A diagnosis of bronchial asthma with TDI sensitivity was made, and Theo-Dur and Alupent were started with some relief of symptoms. He returned to work at the factory with the approval of his physician and with restrictions on exposure to TDI, asbestos, carbon black, and other noxious inhalants. Although he experienced no symptoms while at work, he had chest paint and dyspnea that night severe enough to require medical consultation. He is presently taking Theo-Dur, Alupent, Bronkometer, Vanceril, and Aldoril. He denies any history of asthma or wheezing before 1979. He smoked one package of cigarettes daily from 1967 to 1980.
On physical exam, A 2 is equal to P2 in intensity. The thorax is symmetrical without increase in anteroposterior diameter, and respiratory excursions are full and symmetrical without accessory respiratory muscle activity. Bronchovesicular breath sounds are heard over both upper lung lobes on auscultation, and there are a few coarse, sibilant expiratory rhonchi over the right middle lobe, not clearing with coughing. The percussion note is normal throughout the chest.

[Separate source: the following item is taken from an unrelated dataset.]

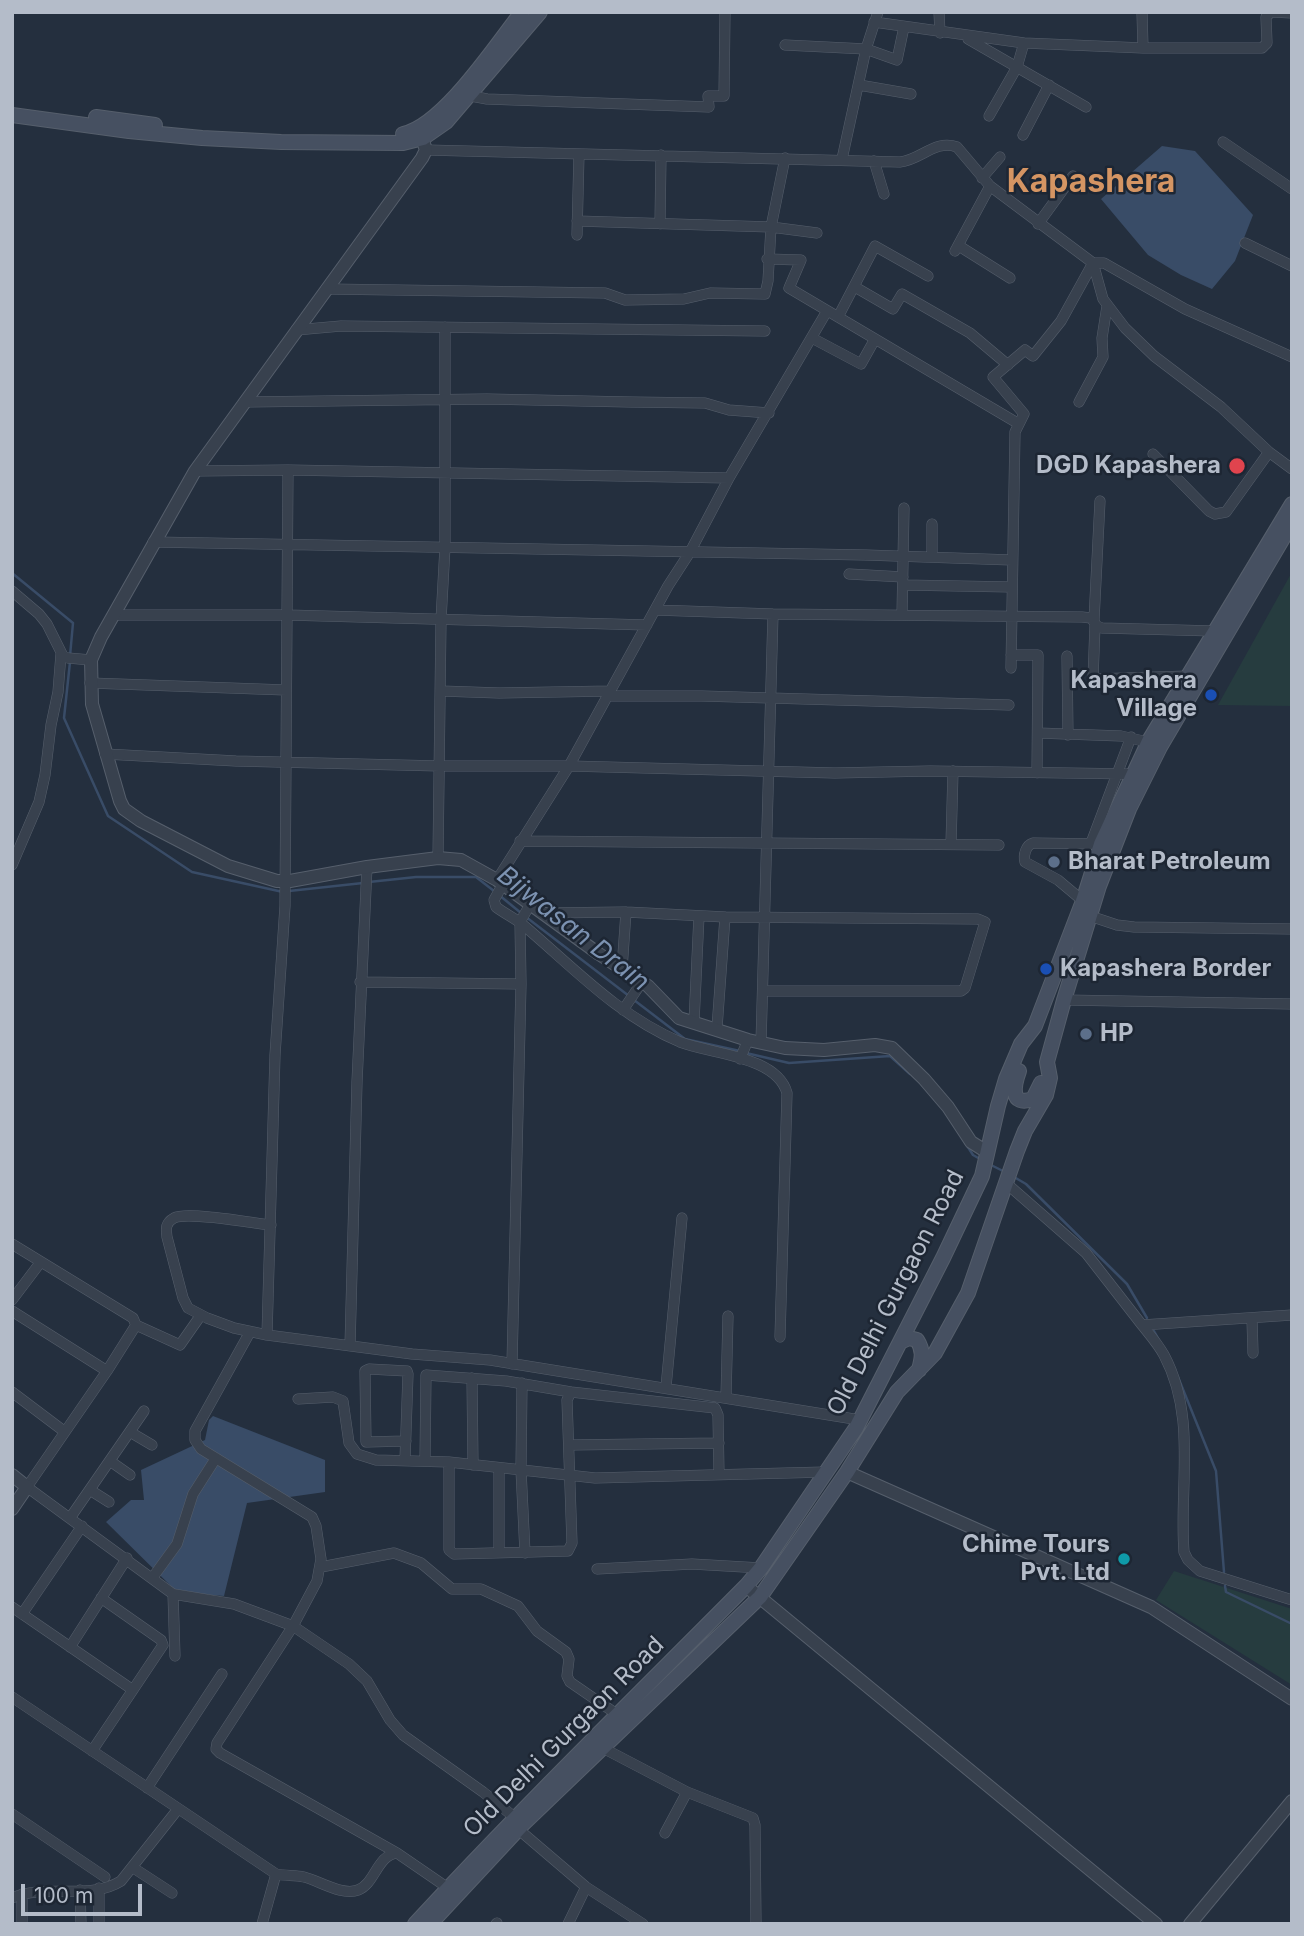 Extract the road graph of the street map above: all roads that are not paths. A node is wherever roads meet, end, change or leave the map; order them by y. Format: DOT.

Posteroanterior and left lateral chest radiographs taken today are not in full inspiration but show no abnormalities. There is no cardiomegaly, and the lungs are free of infiltrates, fibrosis, calcifications, or space-occupying lesions. The pleural margins are clear. Pulmonary function studies done on the date show an FVC of 2.4 L (48% of predicted), FEV1 of 1.8 L (48% of predicted), and FEV1/FVC of 0.78 (101% of predicted). Assuming maximal effort by the examinee, these studies show significant restrictive and obstructive abnormalities.
A clearer picture of his condition might be obtained by doing FEF 2575 blood gases, and ventilatory and perfusion lung scans. Scans have apparently been done in the past but with equivocal results. On the basis of information available to me, I cannot say that this man's present symptoms definitely are or definitely are not due to TDI exposure. I would not consider the subject disabled for gainful employment.